What you will do: Go through the records and show each line where the word "accent" occurs.

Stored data
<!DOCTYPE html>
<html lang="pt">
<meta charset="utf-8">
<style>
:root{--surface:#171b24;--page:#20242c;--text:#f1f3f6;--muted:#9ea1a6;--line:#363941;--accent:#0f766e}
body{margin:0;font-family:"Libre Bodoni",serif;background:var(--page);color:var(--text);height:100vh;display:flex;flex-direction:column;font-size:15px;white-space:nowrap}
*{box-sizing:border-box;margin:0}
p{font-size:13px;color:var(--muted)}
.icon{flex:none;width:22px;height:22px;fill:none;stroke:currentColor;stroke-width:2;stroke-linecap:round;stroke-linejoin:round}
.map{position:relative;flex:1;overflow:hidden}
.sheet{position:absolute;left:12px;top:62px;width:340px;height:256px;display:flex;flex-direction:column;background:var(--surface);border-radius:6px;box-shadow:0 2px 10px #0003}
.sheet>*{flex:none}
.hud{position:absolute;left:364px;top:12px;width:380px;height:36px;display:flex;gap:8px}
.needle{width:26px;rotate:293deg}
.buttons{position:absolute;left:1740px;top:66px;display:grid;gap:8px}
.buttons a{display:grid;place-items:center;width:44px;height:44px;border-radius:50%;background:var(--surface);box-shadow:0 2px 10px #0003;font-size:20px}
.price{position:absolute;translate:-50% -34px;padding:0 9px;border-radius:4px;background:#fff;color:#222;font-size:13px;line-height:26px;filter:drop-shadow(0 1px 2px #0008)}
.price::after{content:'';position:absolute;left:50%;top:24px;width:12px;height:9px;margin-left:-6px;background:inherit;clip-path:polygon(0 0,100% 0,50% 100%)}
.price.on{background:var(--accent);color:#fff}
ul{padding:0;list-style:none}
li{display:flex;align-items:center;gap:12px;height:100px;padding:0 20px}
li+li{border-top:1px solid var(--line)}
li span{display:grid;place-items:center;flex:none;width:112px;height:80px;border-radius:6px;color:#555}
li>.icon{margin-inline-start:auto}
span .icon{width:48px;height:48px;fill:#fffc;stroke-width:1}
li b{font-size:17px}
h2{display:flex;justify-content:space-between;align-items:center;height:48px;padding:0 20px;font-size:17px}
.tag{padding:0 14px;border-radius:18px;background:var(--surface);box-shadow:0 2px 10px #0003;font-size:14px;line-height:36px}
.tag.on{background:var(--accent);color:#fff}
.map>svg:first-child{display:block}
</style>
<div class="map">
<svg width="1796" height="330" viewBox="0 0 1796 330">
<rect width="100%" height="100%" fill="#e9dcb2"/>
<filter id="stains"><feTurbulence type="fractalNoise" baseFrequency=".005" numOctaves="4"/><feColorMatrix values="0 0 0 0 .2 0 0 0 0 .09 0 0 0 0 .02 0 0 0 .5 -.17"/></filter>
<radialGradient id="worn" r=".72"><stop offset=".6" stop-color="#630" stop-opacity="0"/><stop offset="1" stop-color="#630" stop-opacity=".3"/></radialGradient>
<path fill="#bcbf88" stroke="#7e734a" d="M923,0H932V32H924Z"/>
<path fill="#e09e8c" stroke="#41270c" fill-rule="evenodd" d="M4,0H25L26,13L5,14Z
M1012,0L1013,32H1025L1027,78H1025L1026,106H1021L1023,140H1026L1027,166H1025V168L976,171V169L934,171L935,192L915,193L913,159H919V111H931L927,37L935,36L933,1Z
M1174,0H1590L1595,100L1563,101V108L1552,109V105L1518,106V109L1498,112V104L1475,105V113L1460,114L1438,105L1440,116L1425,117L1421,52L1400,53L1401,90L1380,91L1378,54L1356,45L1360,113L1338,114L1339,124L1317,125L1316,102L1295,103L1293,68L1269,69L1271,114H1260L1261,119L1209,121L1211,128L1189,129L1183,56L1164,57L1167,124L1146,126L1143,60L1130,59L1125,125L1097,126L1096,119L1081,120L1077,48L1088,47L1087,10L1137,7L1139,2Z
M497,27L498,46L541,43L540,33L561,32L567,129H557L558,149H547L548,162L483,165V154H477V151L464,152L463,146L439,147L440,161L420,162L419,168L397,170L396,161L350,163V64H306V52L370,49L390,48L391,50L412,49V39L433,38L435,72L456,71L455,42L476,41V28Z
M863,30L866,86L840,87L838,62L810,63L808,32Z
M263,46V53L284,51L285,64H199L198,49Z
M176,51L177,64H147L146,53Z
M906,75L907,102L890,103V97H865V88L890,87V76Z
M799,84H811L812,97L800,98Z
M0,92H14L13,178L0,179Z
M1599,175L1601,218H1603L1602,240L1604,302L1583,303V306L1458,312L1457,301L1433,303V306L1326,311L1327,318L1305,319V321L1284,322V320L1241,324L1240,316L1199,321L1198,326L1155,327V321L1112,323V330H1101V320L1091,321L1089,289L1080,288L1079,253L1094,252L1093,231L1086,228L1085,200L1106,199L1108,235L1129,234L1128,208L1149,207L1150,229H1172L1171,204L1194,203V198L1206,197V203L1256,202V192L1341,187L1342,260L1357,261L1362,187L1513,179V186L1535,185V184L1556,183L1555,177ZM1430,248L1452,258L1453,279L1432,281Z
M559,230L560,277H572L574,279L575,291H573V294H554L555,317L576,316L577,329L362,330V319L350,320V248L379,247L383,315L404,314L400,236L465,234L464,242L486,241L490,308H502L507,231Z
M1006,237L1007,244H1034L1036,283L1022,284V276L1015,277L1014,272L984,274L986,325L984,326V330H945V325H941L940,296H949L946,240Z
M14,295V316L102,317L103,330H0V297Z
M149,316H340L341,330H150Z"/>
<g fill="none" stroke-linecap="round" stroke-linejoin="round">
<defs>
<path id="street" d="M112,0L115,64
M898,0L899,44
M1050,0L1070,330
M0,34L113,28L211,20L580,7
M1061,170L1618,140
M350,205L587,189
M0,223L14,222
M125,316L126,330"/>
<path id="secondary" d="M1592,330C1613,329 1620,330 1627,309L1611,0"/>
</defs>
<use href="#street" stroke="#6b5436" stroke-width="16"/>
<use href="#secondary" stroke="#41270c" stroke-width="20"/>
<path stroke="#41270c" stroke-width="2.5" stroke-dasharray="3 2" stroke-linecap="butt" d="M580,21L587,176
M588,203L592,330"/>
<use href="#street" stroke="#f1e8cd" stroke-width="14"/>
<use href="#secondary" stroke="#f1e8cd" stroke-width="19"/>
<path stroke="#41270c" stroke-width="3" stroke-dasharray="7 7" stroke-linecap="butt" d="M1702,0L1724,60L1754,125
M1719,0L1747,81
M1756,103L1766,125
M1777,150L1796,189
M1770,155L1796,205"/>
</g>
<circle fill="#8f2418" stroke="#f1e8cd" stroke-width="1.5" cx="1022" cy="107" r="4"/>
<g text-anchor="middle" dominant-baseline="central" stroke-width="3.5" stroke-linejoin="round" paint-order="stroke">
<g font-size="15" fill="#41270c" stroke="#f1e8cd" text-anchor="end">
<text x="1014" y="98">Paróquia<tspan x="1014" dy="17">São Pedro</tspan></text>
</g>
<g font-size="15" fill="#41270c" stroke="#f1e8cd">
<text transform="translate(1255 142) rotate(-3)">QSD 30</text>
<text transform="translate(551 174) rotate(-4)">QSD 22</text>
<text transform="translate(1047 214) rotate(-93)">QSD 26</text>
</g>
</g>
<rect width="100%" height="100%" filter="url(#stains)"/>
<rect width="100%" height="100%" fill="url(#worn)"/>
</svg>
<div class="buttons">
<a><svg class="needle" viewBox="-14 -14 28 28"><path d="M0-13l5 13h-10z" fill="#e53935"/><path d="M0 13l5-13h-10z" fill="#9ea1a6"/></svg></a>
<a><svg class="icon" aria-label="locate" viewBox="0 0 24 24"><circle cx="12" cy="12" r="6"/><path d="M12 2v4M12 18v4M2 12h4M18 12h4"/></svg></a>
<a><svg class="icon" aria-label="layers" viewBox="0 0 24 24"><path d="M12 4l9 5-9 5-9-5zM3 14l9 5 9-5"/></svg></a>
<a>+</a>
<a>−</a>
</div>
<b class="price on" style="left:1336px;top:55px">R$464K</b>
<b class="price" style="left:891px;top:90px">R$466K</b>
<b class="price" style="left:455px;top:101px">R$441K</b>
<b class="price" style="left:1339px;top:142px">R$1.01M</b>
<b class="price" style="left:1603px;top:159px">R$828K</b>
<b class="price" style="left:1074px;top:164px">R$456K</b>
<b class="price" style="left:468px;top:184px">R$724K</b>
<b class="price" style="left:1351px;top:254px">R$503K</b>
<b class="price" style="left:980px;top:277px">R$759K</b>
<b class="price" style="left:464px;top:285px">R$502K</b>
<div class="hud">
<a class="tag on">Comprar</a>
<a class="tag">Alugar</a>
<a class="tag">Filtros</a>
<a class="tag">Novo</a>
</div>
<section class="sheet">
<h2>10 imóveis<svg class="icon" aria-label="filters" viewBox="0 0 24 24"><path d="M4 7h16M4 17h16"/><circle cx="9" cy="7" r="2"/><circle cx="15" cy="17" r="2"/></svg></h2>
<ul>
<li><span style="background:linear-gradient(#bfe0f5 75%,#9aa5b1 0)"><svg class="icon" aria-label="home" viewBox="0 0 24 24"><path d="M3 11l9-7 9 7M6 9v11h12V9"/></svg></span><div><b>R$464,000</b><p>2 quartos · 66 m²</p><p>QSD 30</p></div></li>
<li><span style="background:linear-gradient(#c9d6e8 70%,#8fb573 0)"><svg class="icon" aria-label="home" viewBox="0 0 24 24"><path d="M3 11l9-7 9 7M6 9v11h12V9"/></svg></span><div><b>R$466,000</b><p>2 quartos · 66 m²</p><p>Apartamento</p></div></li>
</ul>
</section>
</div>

...

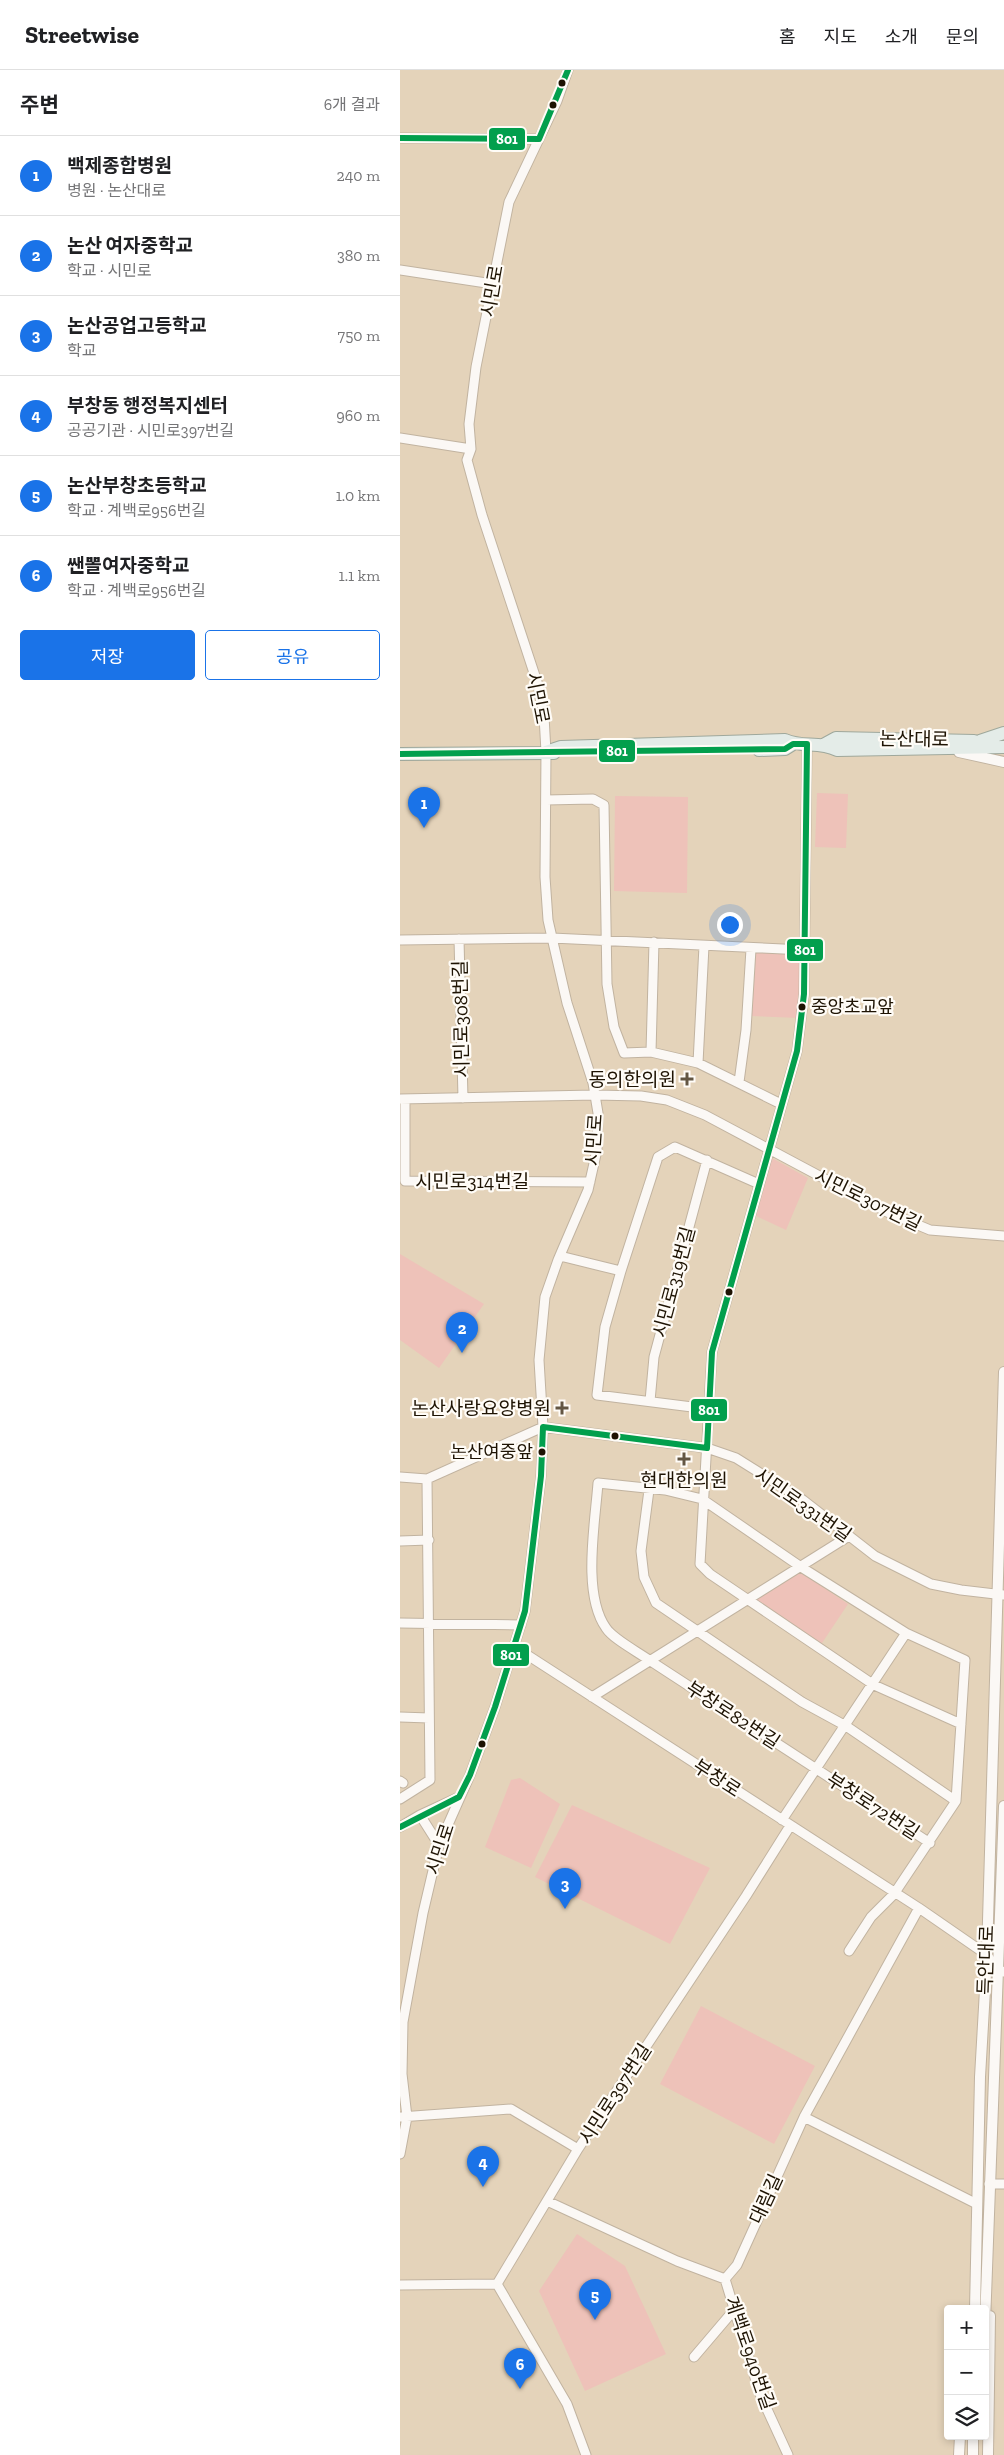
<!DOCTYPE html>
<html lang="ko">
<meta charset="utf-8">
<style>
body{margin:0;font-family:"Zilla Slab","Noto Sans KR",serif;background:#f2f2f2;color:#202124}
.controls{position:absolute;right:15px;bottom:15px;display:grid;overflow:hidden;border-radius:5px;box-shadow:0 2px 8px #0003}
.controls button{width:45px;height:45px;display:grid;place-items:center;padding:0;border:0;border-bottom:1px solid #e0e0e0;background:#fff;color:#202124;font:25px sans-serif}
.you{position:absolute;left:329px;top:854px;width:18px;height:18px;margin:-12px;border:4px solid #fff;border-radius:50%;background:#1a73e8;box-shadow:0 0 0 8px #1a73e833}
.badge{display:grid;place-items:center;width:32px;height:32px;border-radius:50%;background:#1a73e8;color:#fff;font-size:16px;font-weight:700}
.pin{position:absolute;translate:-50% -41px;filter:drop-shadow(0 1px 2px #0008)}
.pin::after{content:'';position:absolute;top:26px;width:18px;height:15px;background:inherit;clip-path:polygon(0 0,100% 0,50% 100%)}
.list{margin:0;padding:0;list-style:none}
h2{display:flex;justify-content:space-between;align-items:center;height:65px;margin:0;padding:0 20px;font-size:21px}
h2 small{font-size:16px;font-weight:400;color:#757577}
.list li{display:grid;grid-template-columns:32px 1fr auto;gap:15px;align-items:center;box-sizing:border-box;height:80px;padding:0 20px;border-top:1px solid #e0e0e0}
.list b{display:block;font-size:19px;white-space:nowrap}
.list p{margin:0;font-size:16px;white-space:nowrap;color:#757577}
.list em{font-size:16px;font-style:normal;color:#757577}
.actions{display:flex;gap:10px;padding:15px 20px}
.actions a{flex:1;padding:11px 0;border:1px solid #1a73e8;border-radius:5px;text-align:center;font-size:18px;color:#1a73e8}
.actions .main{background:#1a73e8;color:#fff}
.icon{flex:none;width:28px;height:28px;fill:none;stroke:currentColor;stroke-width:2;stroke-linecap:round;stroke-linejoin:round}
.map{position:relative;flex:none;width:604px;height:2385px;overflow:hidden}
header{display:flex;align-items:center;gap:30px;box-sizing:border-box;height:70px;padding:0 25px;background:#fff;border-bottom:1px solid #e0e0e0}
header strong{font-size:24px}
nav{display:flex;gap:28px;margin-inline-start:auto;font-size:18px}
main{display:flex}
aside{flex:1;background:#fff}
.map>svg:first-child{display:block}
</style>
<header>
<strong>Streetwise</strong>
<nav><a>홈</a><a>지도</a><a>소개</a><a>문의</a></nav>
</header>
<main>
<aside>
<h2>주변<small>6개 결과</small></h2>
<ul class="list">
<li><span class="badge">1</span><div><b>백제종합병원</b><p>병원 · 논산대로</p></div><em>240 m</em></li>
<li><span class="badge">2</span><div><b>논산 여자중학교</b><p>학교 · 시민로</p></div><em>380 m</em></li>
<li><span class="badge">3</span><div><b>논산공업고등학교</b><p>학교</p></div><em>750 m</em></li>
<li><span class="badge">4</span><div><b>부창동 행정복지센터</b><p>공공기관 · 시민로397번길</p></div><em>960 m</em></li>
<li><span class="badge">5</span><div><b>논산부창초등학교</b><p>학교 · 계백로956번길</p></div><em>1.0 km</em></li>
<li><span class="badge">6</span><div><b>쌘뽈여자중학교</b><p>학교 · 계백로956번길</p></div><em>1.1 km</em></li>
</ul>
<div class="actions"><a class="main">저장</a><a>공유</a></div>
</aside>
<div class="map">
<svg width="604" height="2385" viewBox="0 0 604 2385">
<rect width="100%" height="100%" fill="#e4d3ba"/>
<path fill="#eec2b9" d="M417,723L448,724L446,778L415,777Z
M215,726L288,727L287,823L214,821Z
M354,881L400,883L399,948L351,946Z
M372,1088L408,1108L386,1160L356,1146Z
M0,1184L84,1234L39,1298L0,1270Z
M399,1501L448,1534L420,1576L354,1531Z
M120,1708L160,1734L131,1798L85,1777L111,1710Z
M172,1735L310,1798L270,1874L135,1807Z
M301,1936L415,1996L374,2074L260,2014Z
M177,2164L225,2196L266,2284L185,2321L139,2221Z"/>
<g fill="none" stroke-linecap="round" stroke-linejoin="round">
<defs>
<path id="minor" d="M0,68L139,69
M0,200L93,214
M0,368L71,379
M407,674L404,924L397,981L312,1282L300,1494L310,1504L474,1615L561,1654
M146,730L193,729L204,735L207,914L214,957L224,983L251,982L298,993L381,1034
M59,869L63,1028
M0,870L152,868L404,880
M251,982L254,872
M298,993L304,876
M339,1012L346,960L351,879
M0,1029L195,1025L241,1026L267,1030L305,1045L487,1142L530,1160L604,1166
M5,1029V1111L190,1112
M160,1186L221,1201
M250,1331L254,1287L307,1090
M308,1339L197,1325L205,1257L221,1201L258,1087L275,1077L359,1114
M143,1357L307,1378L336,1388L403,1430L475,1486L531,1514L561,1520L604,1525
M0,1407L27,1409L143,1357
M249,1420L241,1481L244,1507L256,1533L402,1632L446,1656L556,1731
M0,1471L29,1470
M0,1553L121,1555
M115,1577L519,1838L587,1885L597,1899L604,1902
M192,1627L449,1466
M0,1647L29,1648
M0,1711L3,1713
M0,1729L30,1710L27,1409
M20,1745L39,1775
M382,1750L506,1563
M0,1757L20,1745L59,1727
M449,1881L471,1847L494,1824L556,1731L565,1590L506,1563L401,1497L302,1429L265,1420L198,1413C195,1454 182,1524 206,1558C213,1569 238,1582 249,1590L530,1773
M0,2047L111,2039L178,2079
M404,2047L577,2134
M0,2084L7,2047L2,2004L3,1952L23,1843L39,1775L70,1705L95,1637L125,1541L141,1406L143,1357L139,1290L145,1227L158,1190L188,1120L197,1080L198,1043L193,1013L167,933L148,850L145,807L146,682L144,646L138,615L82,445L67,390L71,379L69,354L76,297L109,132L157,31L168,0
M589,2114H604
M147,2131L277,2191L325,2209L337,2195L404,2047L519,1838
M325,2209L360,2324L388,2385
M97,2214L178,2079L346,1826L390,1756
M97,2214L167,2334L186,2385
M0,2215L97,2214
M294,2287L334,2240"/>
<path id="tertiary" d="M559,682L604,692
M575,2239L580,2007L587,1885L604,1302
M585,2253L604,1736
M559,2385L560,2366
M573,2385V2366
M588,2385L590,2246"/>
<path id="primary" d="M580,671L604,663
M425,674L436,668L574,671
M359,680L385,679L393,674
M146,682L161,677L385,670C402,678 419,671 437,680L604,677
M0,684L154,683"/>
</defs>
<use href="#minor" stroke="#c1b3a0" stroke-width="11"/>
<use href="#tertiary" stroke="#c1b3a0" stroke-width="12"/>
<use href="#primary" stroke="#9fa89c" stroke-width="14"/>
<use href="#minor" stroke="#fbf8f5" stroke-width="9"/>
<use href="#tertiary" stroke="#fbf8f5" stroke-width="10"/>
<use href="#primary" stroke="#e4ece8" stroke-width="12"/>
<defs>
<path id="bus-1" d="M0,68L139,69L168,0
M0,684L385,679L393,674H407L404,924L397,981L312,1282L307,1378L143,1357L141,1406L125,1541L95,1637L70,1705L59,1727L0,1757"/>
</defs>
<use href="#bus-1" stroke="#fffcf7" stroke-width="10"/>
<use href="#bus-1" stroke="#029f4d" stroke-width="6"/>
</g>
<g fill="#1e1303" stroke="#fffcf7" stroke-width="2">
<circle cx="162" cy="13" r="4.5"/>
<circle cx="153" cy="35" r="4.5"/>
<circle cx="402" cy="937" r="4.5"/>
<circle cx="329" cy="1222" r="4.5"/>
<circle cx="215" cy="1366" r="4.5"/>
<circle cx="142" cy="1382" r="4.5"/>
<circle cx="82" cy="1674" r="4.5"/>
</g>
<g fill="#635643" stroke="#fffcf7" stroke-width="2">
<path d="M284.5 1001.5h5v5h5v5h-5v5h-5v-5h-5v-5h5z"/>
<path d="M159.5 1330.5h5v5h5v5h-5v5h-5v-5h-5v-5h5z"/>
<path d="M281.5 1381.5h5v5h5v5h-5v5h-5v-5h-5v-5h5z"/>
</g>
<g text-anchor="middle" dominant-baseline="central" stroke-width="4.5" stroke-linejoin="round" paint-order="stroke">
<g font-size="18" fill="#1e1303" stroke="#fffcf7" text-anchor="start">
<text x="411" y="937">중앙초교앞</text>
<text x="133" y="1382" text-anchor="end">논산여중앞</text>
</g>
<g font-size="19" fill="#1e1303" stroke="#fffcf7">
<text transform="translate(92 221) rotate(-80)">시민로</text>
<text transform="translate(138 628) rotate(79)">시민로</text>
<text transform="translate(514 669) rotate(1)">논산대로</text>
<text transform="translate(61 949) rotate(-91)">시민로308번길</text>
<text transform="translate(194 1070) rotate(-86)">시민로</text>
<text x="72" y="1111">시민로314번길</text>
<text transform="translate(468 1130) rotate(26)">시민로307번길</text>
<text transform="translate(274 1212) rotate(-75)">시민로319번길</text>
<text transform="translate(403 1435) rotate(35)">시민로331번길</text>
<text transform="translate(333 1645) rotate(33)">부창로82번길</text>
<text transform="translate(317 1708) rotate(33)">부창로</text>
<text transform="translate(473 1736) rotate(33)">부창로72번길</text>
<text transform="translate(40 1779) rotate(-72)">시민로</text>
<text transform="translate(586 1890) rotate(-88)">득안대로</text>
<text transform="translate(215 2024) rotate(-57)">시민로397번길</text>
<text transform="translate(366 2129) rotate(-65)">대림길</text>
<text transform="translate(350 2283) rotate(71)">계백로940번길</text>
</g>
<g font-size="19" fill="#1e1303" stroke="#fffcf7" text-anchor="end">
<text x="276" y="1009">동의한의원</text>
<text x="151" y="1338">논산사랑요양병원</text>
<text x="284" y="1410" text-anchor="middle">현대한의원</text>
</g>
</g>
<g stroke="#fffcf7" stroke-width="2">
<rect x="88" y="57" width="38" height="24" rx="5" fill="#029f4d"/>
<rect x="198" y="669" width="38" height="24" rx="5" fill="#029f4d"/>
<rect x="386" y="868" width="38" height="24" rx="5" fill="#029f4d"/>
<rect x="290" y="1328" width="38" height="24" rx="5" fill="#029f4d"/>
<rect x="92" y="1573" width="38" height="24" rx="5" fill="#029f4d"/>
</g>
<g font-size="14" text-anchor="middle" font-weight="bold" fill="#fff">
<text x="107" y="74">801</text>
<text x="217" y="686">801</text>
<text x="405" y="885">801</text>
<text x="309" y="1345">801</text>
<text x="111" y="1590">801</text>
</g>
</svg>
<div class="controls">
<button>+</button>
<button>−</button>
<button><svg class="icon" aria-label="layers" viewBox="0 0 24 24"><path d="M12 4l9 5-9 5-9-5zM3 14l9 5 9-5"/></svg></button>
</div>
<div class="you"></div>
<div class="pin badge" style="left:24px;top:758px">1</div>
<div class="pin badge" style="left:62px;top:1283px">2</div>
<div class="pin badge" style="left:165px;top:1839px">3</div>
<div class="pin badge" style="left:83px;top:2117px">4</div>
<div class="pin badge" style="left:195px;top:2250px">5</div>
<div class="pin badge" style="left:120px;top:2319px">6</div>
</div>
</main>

Response to this exercise:
:root{--surface:#171b24;--page:#20242c;--text:#f1f3f6;--muted:#9ea1a6;--line:#363941;--accent:#0f766e}
.price.on{background:var(--accent);color:#fff}
.tag.on{background:var(--accent);color:#fff}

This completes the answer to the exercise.